**WHAT IS REQUIRED:** Where a line of the data below has the string "nodes", copy that line.

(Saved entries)
§

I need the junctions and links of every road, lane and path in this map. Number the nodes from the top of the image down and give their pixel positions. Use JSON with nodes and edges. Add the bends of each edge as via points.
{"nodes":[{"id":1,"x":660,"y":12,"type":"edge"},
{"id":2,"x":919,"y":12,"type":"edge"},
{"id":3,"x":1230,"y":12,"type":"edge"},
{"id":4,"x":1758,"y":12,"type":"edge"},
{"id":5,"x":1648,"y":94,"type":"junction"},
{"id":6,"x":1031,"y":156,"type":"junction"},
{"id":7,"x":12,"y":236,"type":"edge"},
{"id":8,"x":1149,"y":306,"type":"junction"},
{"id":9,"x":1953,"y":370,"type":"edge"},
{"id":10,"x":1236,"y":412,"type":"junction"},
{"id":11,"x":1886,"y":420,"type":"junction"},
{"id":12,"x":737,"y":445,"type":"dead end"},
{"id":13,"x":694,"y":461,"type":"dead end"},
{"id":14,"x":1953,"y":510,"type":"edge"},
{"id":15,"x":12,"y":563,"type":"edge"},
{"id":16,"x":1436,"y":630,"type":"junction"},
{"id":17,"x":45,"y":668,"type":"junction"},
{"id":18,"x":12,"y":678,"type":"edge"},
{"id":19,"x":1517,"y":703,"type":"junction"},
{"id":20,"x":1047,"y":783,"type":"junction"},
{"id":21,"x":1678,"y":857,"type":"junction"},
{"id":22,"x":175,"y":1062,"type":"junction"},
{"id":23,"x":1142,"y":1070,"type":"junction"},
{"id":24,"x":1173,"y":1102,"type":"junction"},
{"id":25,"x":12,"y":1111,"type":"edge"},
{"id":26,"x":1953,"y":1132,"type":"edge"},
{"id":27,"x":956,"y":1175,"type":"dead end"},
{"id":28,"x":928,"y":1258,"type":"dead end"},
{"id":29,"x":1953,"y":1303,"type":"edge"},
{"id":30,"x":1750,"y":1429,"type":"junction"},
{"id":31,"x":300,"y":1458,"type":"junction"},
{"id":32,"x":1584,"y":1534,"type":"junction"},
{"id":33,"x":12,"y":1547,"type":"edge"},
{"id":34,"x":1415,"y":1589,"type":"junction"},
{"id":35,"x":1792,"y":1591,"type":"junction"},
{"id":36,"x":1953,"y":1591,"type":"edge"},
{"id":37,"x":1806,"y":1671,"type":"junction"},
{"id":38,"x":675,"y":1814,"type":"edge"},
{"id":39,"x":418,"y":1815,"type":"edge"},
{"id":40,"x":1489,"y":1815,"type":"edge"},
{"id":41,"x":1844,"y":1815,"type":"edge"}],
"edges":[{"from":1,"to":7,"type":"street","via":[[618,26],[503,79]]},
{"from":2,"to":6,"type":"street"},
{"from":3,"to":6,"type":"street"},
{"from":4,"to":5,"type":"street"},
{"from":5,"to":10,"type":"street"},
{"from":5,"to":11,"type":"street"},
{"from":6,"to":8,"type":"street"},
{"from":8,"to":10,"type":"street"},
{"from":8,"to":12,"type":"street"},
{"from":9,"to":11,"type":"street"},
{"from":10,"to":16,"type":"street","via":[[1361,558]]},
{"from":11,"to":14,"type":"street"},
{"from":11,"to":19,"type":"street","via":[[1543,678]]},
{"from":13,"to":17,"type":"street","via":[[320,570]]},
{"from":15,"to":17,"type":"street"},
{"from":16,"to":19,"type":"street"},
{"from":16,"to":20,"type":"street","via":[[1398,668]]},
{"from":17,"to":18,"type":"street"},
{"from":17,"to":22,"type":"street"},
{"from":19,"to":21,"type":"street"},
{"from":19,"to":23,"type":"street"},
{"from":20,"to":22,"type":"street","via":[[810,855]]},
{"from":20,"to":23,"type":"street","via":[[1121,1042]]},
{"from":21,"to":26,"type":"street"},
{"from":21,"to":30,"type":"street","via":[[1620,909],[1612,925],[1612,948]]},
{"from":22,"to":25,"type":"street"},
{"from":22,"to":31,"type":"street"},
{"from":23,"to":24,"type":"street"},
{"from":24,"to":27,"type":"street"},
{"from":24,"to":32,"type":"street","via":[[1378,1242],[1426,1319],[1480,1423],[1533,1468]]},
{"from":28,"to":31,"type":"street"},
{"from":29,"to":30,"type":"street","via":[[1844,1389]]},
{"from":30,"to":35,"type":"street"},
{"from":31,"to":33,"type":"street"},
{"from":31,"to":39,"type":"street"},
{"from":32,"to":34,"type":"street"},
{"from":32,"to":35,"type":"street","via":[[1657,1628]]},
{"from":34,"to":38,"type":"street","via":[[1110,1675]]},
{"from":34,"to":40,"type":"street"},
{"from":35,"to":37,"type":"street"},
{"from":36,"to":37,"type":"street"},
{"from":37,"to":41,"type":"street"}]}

§

**ANSWER AREA:**
I need the junctions and links of every road, lane and path in this map. Number the nodes from the top of the image down and give their pixel positions. Use JSON with nodes and edges. Add the bends of each edge as via points.
{"nodes":[{"id":1,"x":660,"y":12,"type":"edge"},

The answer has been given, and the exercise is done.